I cinque principi (le 5 P) su cui si basa l’Agenda 2030 sono:
Persone: eliminare fame e povertà in tutte le forme e garantire dignità e uguaglianza
Prosperità: garantire vite prospere e piene in armonia con la natura
Pianeta: proteggere le risorse naturali e il clima del nostro pianeta per le generazioni future
Pace: promuovere società parifiche, giuste e inclusive
Partnership: implementare l’agenda attraverso solide partnership
Ma perché l’agenda 2030 non è costantemente al centro del dibattito giornalistico?
Prima di darlo per scontato, che l’Agenda 2030 non sia al centro della copertura giornalistica tradizionale, abbiamo provato a farci aiutare dalle persone che sosostengono Slow News, i member della nostra comunità. Stiamo parlando di persone che si informano attivamente e che, altrettanto attivamente, provano a fare la loro parte per costruire un mondo migliore: sono persone che hanno anche la fortuna di potersi impegnare in questo tipo di pensieri. Non è così per chiunque.

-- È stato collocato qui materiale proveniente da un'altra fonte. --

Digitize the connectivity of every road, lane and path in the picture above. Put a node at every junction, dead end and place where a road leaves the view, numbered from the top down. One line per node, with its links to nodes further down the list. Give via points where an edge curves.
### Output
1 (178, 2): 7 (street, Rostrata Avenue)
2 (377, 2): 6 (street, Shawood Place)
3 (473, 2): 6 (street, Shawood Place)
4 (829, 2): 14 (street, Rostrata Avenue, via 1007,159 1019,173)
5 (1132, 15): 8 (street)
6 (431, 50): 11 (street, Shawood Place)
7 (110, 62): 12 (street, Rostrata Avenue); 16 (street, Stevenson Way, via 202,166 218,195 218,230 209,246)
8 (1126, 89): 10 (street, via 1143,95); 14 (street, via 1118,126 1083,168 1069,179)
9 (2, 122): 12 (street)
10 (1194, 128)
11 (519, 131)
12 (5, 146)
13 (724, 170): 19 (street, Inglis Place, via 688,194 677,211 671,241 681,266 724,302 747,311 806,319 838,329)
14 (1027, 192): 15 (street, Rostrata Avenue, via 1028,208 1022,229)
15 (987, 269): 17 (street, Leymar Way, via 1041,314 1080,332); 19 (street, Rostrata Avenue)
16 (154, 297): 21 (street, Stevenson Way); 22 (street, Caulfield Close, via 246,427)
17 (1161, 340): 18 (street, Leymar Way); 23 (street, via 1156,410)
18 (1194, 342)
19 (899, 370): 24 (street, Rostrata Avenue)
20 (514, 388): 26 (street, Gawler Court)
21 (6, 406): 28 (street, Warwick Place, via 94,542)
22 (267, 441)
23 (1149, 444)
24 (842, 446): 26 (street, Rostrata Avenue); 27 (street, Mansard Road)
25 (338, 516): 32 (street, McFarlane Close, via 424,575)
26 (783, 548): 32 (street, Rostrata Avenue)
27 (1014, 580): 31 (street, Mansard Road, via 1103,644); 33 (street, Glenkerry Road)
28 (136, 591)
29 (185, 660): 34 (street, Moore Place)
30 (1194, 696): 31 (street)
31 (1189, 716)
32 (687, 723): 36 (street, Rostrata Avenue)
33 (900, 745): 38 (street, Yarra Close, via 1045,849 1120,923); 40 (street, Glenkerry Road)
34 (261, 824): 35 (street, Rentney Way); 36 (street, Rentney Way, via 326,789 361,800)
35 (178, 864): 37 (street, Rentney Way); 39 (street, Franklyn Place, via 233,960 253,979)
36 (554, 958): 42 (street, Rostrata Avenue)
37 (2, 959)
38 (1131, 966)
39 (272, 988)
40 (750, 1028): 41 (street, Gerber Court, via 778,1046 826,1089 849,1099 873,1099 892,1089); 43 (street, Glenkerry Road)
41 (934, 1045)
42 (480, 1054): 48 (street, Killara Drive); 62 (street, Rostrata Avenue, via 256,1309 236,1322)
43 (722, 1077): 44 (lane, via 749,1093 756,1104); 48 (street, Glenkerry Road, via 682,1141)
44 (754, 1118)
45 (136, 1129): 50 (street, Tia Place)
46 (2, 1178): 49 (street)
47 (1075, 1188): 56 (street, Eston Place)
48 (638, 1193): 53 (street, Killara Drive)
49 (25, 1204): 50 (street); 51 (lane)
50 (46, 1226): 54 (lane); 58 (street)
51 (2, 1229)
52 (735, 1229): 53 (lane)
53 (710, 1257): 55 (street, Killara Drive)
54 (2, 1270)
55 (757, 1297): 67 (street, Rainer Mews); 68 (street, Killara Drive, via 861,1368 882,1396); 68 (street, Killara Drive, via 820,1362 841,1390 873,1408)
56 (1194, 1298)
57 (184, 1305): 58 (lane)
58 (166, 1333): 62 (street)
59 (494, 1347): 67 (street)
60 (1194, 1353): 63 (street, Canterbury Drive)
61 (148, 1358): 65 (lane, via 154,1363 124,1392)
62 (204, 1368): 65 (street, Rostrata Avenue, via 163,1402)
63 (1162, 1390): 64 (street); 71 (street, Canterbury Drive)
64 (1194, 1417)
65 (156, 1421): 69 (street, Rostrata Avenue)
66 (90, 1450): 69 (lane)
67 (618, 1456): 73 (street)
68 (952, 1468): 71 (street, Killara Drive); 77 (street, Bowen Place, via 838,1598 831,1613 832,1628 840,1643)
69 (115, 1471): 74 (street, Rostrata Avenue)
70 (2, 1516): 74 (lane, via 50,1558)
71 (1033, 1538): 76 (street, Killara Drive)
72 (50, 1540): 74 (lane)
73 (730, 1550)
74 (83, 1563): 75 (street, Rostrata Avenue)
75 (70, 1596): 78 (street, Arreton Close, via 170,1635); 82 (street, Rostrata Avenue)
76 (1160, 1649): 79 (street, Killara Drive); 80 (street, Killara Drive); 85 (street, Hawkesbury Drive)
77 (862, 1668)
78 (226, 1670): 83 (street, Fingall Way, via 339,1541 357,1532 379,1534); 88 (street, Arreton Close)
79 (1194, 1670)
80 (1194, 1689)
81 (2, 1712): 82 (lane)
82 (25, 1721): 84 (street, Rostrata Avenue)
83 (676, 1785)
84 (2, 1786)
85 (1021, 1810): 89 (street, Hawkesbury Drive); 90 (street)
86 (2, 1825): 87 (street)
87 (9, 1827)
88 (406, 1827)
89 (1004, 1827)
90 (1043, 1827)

Ebbene, quel che emerge è che, nel nostro sondaggio (non rappresentativo, ma comunque interessante visto il tipo di persone a cui è stato proposto), nessuna risposta lasciava intendere «so bene cos’è l’Agenda 2030 e mi sembra che le testate che seguo spingano all’azione».
E se non ci basta nemmeno questo piccolo esempio, allora cercare “Agenda 2030” su Google News diventerà più che sufficiente per convincersene.
Non è una nostra sensazione, insomma: l’Agenda 2030 è fuori dalla copertura giornalistica tradizionale.
Ci sono tante risposte possibili a questa domanda. Ma una di queste risposte riguarda senz’altro il modo in cui il giornalismo concepisce sé stesso.
Se il giornalismo si occupa di news, cioè di cose successe in un momento preciso nel tempo e nello spazio, su cui possiamo scrivere velocemente pezzi e opinioni, magari con l’obiettivo di catturare un po’ d’attenzione in più, un po’ di click in più, magari con associate polemiche, magagne, situazioni che suscitano reazioni emotive, magari con obiettivi di posizionamento politico, magari un mix di tutte queste cose, be’, allora è assolutamente ovvio che trovare una visione di futuro sia impossibile.
In più, al giornalismo contemporaneo manca, per sua natura, proprio l’approccio olistico, la visione d’insieme.
Si correlano cause e effetti in maniera semplice o semplicistica.
Si raccontano storie che sembrano esistere solo nelle loro bolle e che invece sono profondamente interconnesse con il contesto sociale, economico, culturale, d’istruzione e via dicendo.
Ecco perché l’approccio che proponiamo su Slow News e con Il Mondo Nuovo è un ribaltamento totale di prospettiva.
Diventiamo reporter dal futuro, corrispondenti dall’Agenda del 2030.